On whether she would take the position of Bob Diamond if Barclays were to call:

  • “No. I think that’s a really scary position. But I think there’s going to be a surprisingly excellent candidate that will take that position.”


5. New housing bubble in San Francisco, Phoenix – Robert Shiller with FBN’s Connell McShane – Tuesday, July 31

Fox Business interviews Robert Shiller every month after the release of the Case-Shiller housing numbers are released.

  • McShane – How about this talk of a housing bottom? These home prices look pretty good today in your index.
  • Shiller – They do look good and one thing that I believe in home pricing forecasting is momentum.
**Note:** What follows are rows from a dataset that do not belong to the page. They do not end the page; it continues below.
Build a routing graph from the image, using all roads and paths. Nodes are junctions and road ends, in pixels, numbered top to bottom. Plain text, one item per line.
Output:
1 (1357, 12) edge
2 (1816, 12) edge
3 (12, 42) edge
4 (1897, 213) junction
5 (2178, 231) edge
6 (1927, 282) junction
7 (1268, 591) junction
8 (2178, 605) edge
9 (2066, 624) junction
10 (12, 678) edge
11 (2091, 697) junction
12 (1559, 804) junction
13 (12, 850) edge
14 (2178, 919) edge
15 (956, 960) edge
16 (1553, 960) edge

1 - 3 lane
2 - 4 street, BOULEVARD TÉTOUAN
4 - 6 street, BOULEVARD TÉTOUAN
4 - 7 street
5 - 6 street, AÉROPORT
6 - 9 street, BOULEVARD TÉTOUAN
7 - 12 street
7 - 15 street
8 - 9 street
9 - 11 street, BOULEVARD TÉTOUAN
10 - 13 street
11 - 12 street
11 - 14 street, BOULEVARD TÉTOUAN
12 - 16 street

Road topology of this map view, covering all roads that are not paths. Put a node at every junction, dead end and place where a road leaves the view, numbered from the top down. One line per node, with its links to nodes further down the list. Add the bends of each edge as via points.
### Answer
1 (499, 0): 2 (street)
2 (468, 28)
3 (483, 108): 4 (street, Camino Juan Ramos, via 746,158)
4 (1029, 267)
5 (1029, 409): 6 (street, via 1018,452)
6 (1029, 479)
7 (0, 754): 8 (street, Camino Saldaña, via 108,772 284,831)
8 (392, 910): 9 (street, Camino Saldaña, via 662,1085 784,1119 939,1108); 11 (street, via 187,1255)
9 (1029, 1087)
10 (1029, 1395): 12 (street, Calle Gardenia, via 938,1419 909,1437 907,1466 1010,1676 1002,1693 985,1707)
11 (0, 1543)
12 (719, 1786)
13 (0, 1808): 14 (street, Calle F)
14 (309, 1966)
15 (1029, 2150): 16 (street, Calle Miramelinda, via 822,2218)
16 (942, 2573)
We do have some upward momentum. Part of its just seasonal, though…If you look at a plot of the data, it doesn’t look like a pretty big rebound yet. It is mostly seasonal. So I am not confident. I think it is possible that this is the bottom but I am not at all confident; I tend to worry more than most people about the longer run downtrend resuming.
  • McShane – We know that from talking to you over how many years, really….When will we know that we should take these numbers a bit more seriously, sometime in the fall or….
  • Shiller – Well, we never know for sure….it is a speculative market. The real question is on my mind is are we possibly off to the races again? You know the real estate market has become more volatile by the decade over the last few decades and people are, you know,… in cities like Phoenix or San Francisco we might be seeing something pretty big developing..people there are very speculative minded…
  • McShane – Are you saying there is another bubble forming in some areas?
  • Shiller – It could be; there could be. these things take me by surprise. Bubbles occur sometimes in the least optimal times because people think you want to buy before the news. So in the midst of a recession, you could start a bubble. Europe, northern Europe, has a housing boom going on right now…. It is kind of surprising there would be such a boom going on there.
  • McShane – What areas in particular are you looking at and you would continue to look at? And how much data do you need before you draw some cort of a conclusion?
  • Shiller – There are a lot of things that matter. Fannie Mae, Freddie Mac still unresolved. What’s Congress gonna do with reining in the mortgage deduction? All sorts of uncertainties right now. The thing is momentum does matter and I am very much noticing the strong performance we had in the last month = 2.2% in 1-month. If it kept that up, it would be like over 24% in the year. It won’t because this is partly seasonal.
  • McShane – Just give me the areas you are thinking about with bubble-like behavior in the country.
  • Shiller – I think notably, it would be San Francisco and Phoenix. Other cities look like bubble cities but I am not sure they are, like Chicago was up a lot this month, Atlanta was up a lot this month. But part of this is just the decline in foreclosure activity.  We just had a report .. that foreclosure activity is down a quarter from a year ago. So that’s gonna boost the index. Could be that’s the kind of stimulus we are getting, stimulus being people see home prices going up because there aren’t as many foreclosures and they are starting to get optimistic and reinforcing that. That could be what’s happening.